View this report as an mbox folder, status mbox, maintainer mbox


Report forwarded to bug-guix <at> gnu.org:
bug#76315; Package guix. (Sun, 16 Feb 2025 00:43:02 GMT) Full text and rfc822 format available.

Acknowledgement sent to Tomas Volf <~@wolfsden.cz>:
New bug report received and forwarded. Copy sent to bug-guix <at> gnu.org. (Sun, 16 Feb 2025 00:43:02 GMT) Full text and rfc822 format available.

Message #5 received at submit <at> debbugs.gnu.org (full text, mbox):

From: Tomas Volf <~@wolfsden.cz>
To: bug-guix <at> gnu.org
Subject: System does not boot after switching to system-log service
Date: Sun, 16 Feb 2025 01:41:50 +0100
[Message part 1 (text/plain, inline)]
Hello,

after pulling recent Guix, I got this error during guix deploy:

--8<---------------cut here---------------start------------->8---
guix deploy: warning: an error occurred while upgrading services on '127.0.0.1':
%exception #<inferior-object #<&service-not-found-error service: system-log>> 
--8<---------------cut here---------------end--------------->8---

After rebooting, the system got stack during startup.  No error message
was visible, it was just hanging.

Booting to previous generation did work.

Tomas

-- 
There are only two hard things in Computer Science:
cache invalidation, naming things and off-by-one errors.
[signature.asc (application/pgp-signature, inline)]

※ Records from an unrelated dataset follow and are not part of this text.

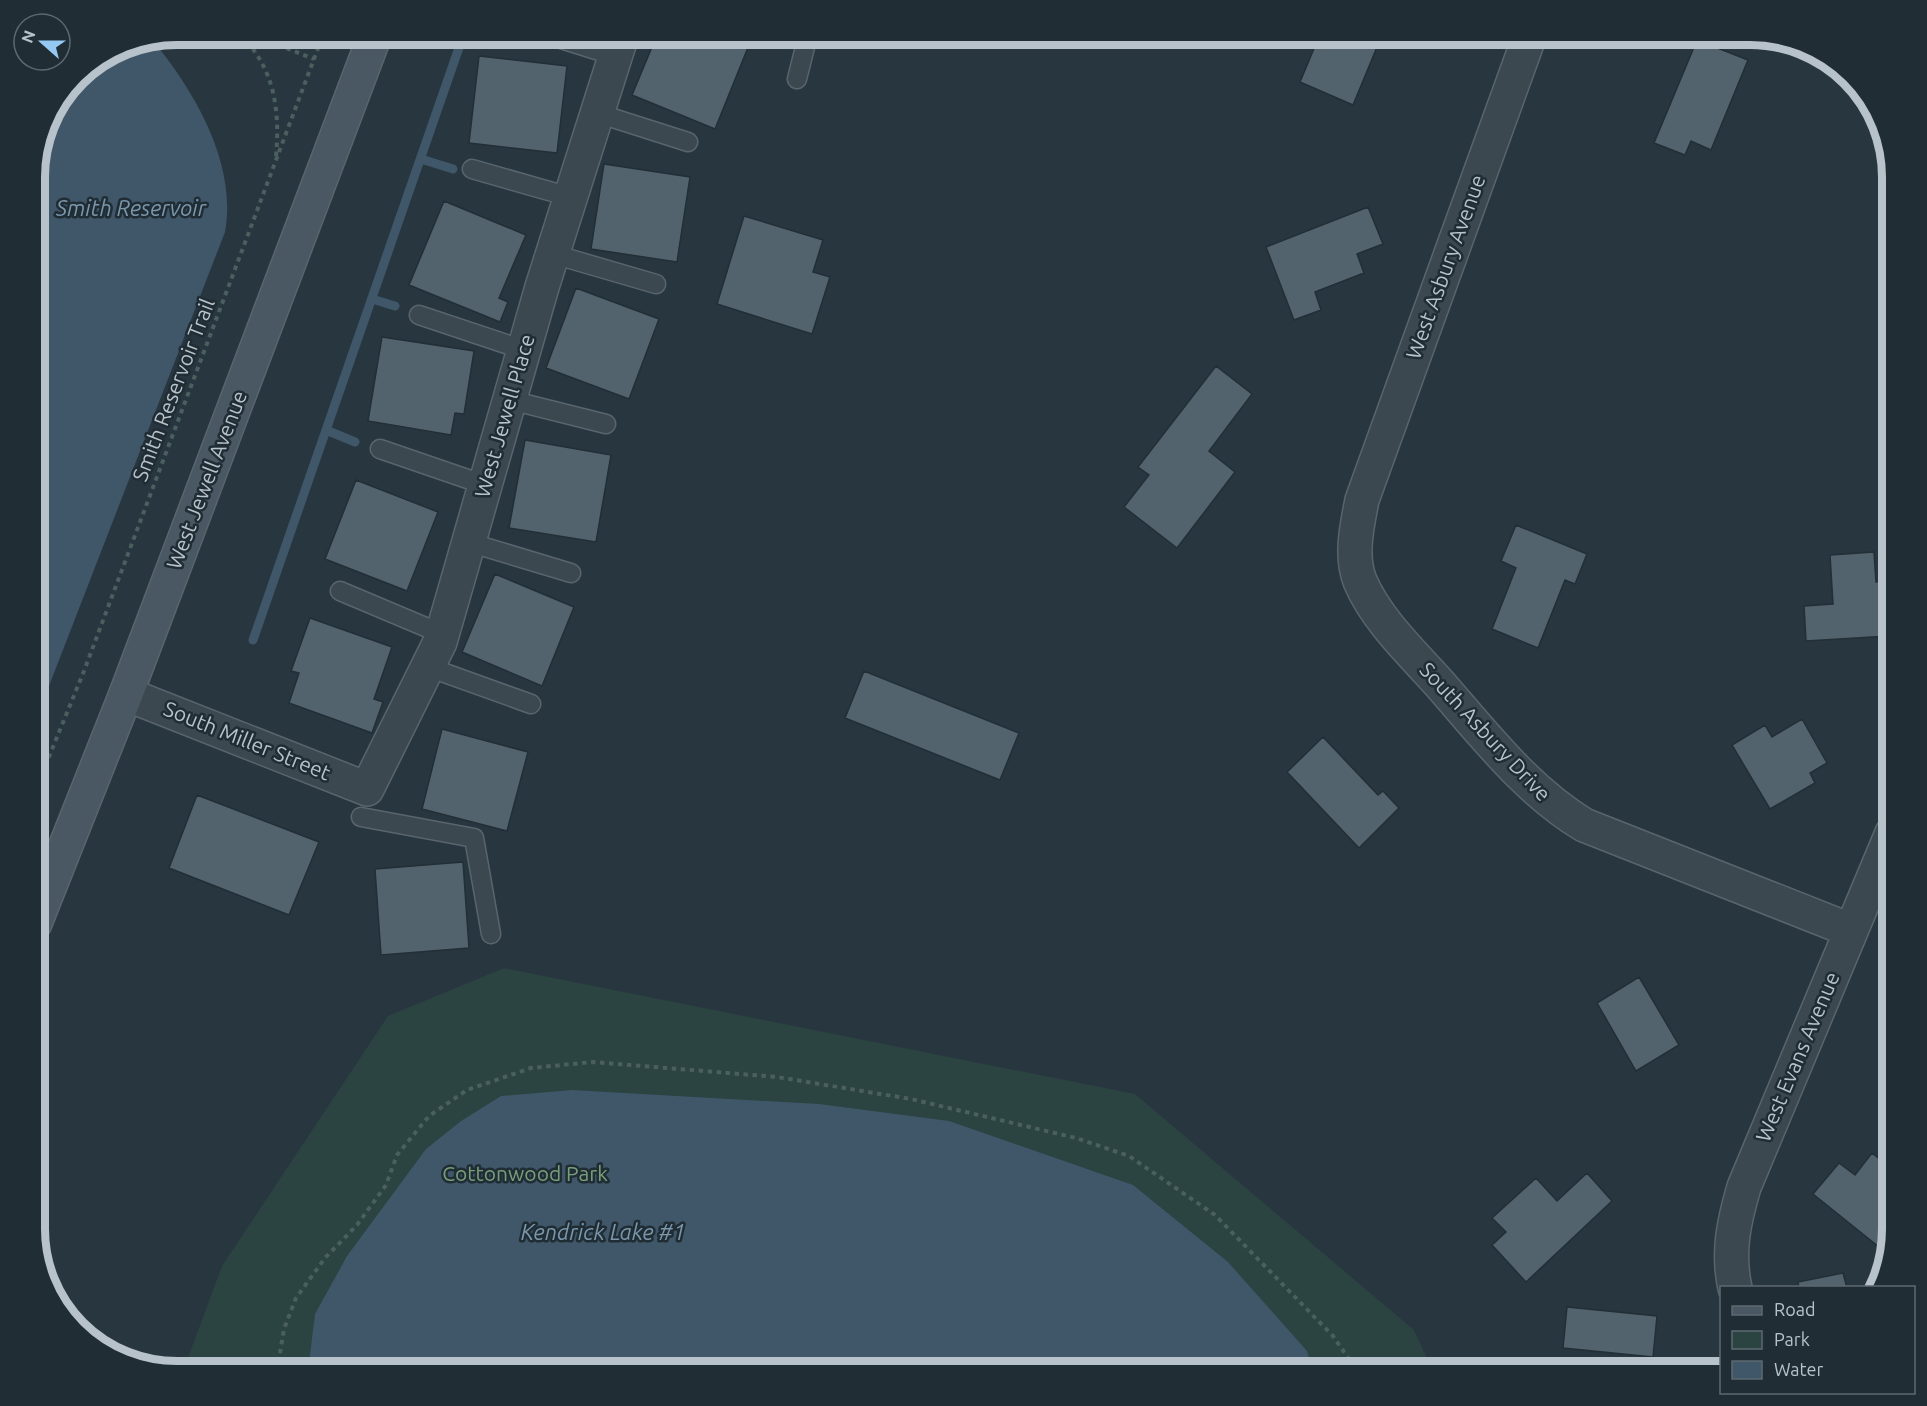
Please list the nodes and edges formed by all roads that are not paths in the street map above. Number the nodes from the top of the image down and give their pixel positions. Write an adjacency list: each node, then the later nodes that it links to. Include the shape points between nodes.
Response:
1 (371, 45): 24 (main road, West Jewell Avenue)
2 (618, 45): 6 (street, West Jewell Place)
3 (805, 45): 5 (lane)
4 (1526, 45): 18 (street, West Asbury Avenue)
5 (797, 80)
6 (597, 113): 7 (lane); 9 (street, West Jewell Place)
7 (688, 142)
8 (472, 169): 9 (lane)
9 (570, 197): 10 (street, West Jewell Place)
10 (553, 254): 11 (lane); 13 (street, West Jewell Place)
11 (656, 285)
12 (419, 315): 13 (lane)
13 (524, 350): 14 (street, West Jewell Place)
14 (510, 400): 15 (lane); 17 (street, West Jewell Place)
15 (606, 424)
16 (380, 449): 17 (lane)
17 (485, 486): 19 (street, West Jewell Place)
18 (1362, 500): 29 (street, South Asbury Drive, via 1355,532 1355,557 1360,580 1372,602 1402,642 1536,790 1584,825)
19 (468, 542): 20 (lane); 22 (street, West Jewell Place)
20 (571, 573)
21 (340, 591): 22 (lane)
22 (442, 634): 23 (street, West Jewell Place)
23 (428, 667): 25 (lane); 26 (street, West Jewell Place)
24 (126, 693): 26 (street, South Miller Street); 28 (main road, West Jewell Avenue)
25 (531, 704)
26 (364, 803): 30 (lane, via 474,838)
27 (1882, 858): 29 (street, West Evans Avenue)
28 (45, 898)
29 (1850, 930): 31 (street, West Evans Avenue, via 1744,1187 1733,1223)
30 (491, 934)
31 (1735, 1286)

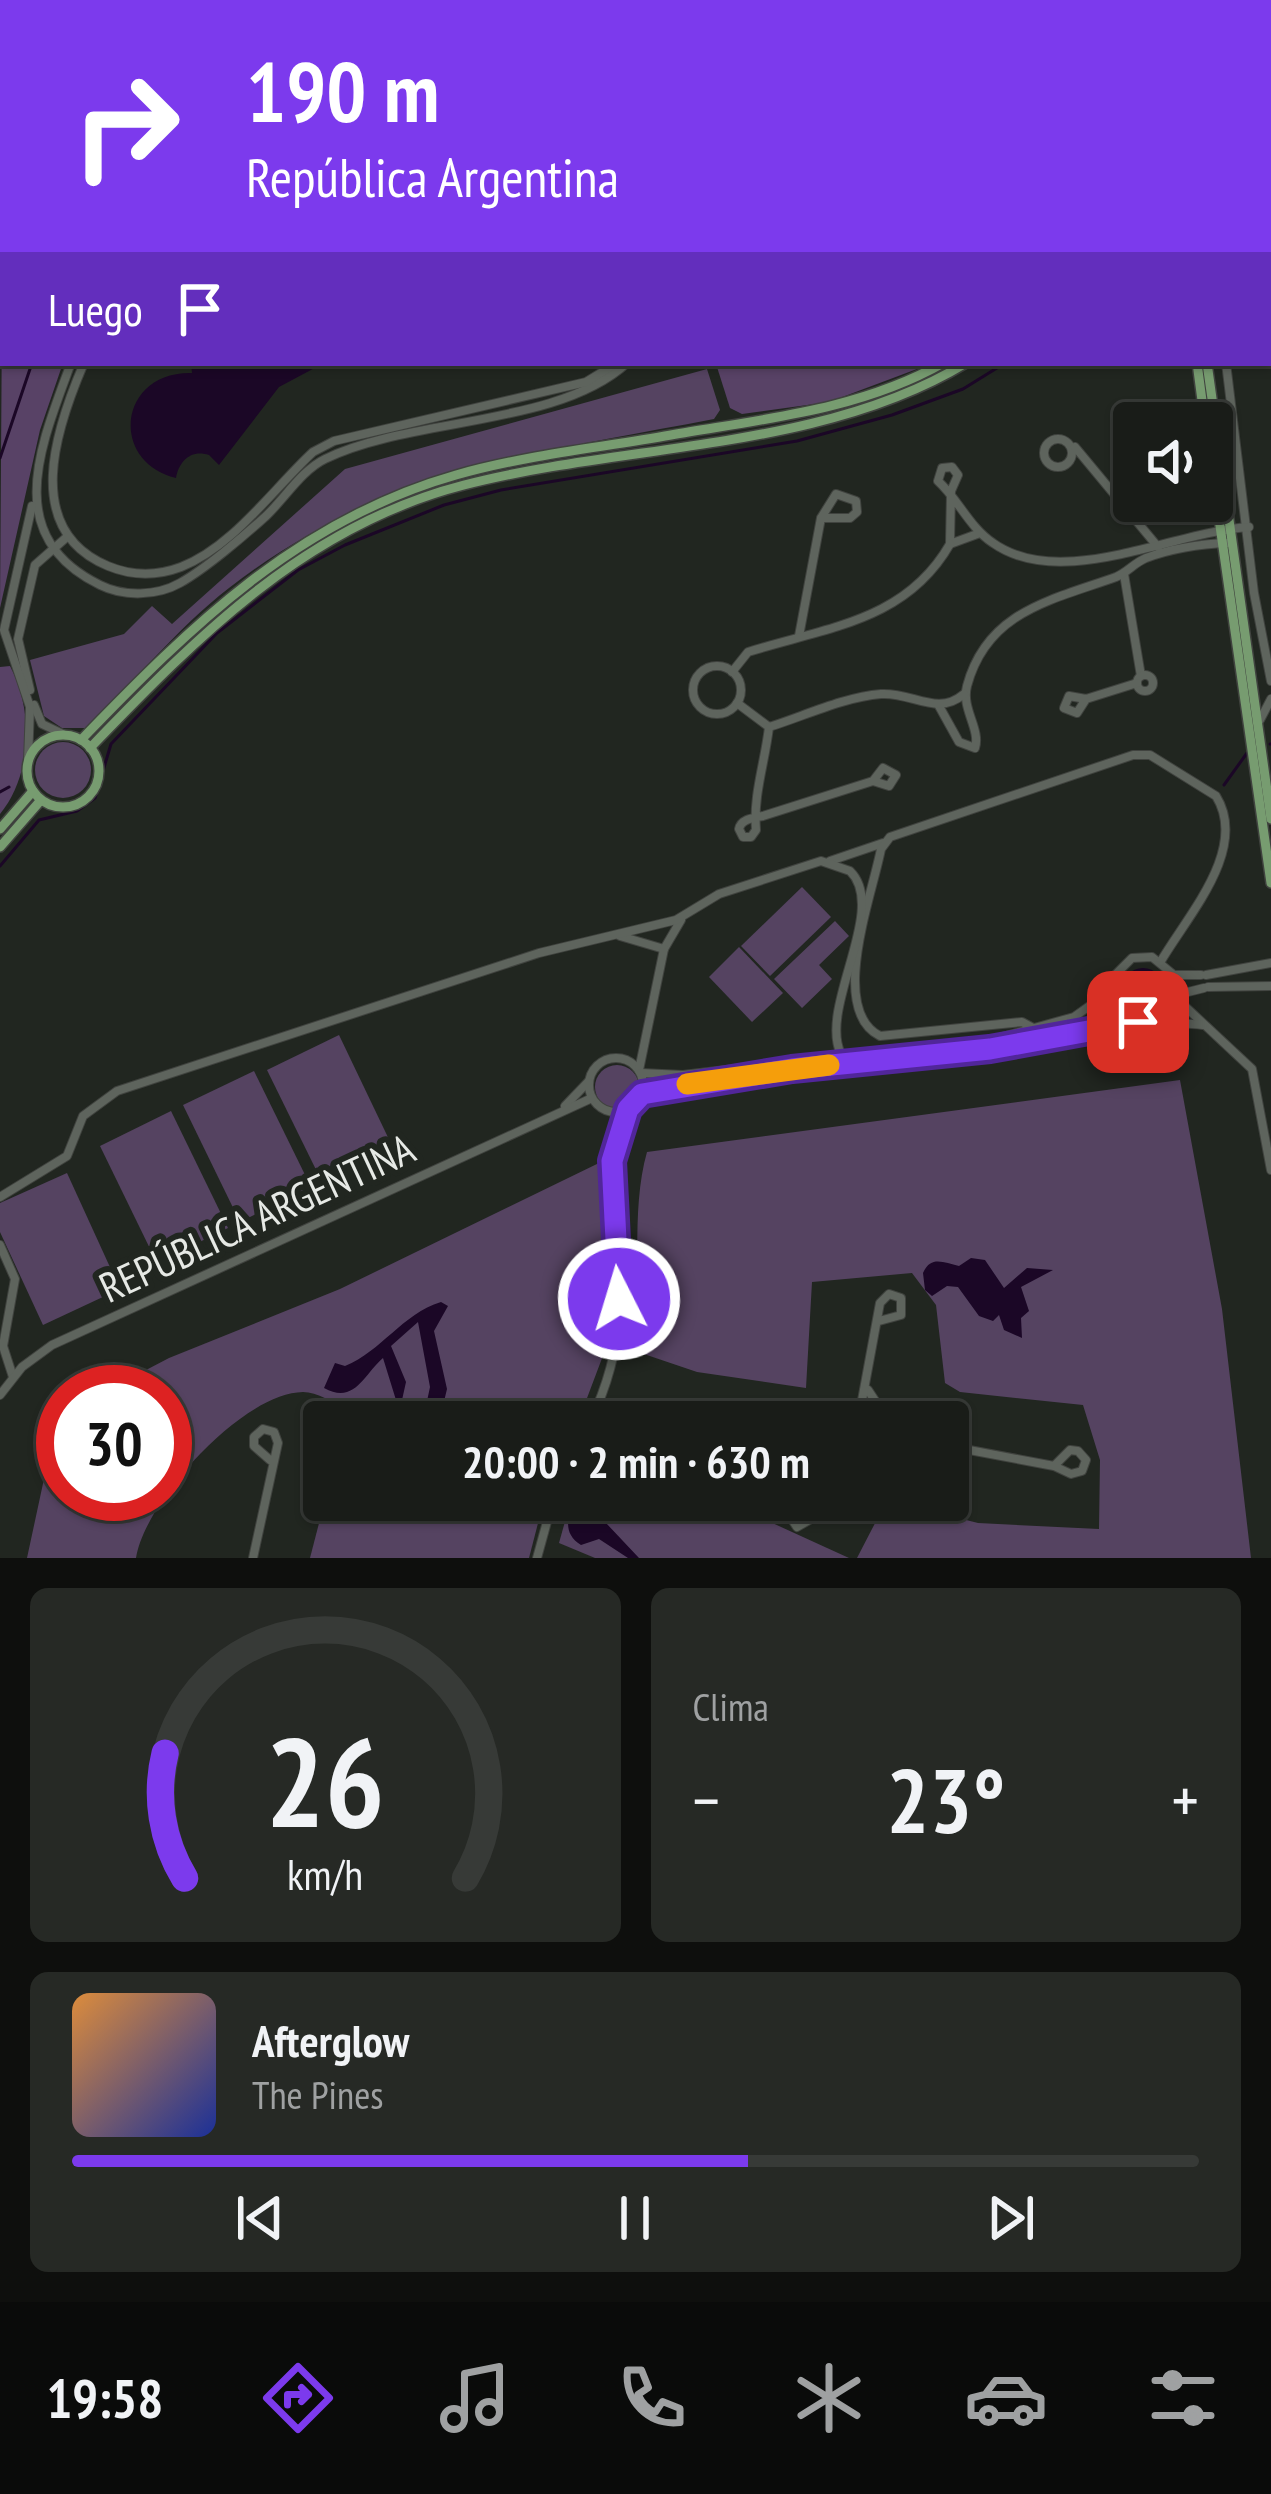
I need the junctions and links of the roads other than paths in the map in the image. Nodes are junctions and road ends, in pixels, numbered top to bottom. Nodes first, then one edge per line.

Information forwarded to bug-guix <at> gnu.org:
bug#76315; Package guix. (Sun, 16 Feb 2025 14:24:02 GMT) Full text and rfc822 format available.

Message #8 received at 76315 <at> debbugs.gnu.org (full text, mbox):

From: Tomas Volf <~@wolfsden.cz>
To: 76315 <at> debbugs.gnu.org
Subject: Re: bug#76315: System does not boot after switching to system-log
 service
Date: Sun, 16 Feb 2025 15:23:12 +0100
[Message part 1 (text/plain, inline)]
I have put together a reproducer in a VM:

1. Install Guix system using 1.4.0 installer
  --> Include sshd, openbox

2. Reboot
3. Copy the /run/current-system/configuration.scm out of the VM
4. Adjust the configuration.scm (full file attached)
4.1 Allow NOPASSWD sudo
  (sudoers-file
   (plain-file "sudoers"
               (string-append (plain-file-content %sudoers-specification)
                              (format #f "x ALL = NOPASSWD: ALL~%"))))
4.2 Use %base-services, delete set-xorg-configuration service
4.3 Add dhcp-client-service-type service.
4.4 Authorize your key
  (simple-service
   'extra-authorized-keys guix-service-type
   (guix-extension
    (authorized-keys (list
                      (local-file "/etc/guix/signing-key.pub")))))

5. Manually tweak /etc/sudoers to support NOPASSWD for user x
6. Create machine configuration (full file attached)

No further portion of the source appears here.